『続々々・神咲対抗恭也争奪大会』
休日の高町家。
と言っても、特に普段と変わった様子もなく……。
変わった様子もなく……。変わった……。
何故か、朝から神咲の者たちが浮かれている事を除けば、特に変わった様子はなかった。
朝食もそろそろ終ろうかという時、恭也が声を掛ける。
「では、皆さんの準備が整い次第、出掛けることにしましょう」
その言葉に、薫たちが頷く。
「では、私は当初の予定通り、のんびりと過ごす事に致します」
「すいません、十六夜さん」
「いえ、恭也様がお気になさる事ではありませんから。
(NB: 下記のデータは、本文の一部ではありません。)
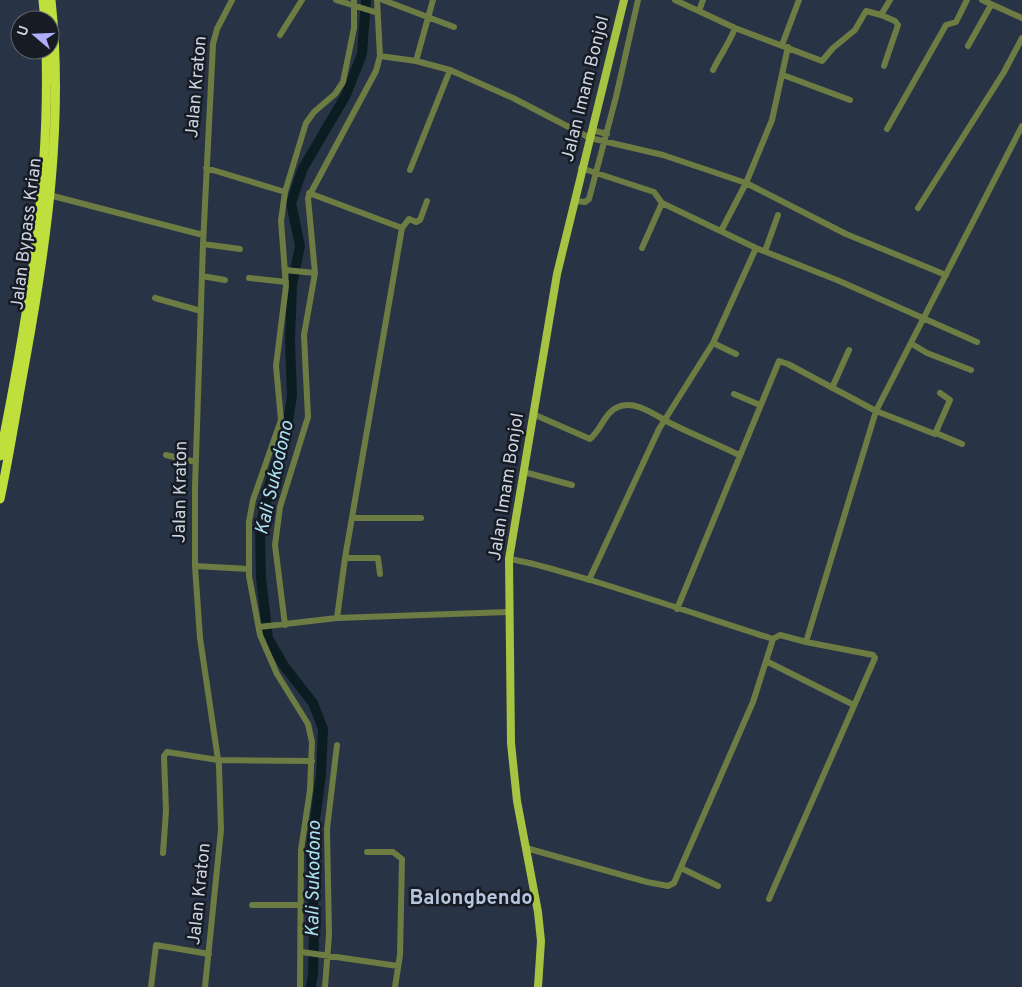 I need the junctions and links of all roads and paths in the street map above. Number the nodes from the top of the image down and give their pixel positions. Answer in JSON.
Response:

それに、のんびりと過ごすのも悪くはないですから」
そう言って微笑む十六夜。
そんな中、なのはが恭也へと話し掛ける。
「お兄ちゃん、私も一緒に行ってもいい?」
「ん?何か欲しい物でもあるのか」
「別にそういう訳じゃないけど。今年は夏休みに入ってから、お兄ちゃんと出かけた事がなかったから」
なのはの言葉に恭也は少し照れたようにしながら、
「出掛けると言っても、デパートに行くだけだぞ」
「それでも良いの。駄目?」
なのはに尋ねられ、恭也は薫たちを見る。
今日の約束は、薫たちとしたものだから、一応聞いてみようというのだろう。
「薫さんたちは構いませんか?」
「うちは別に構わんよ」
「うちも」
「私もなのはちゃんなら、大歓迎ですよ」
「なのはと一緒♪」
那美も頷き、特に反対はないようだったので、恭也はなのはに言う。
「そういう訳だから、良いぞ」
「ありがとう!」
なのはは恭也だけでなく、薫たちにも礼を言うと、すぐさま出掛ける準備をするために、久遠と一緒に部屋へと向う。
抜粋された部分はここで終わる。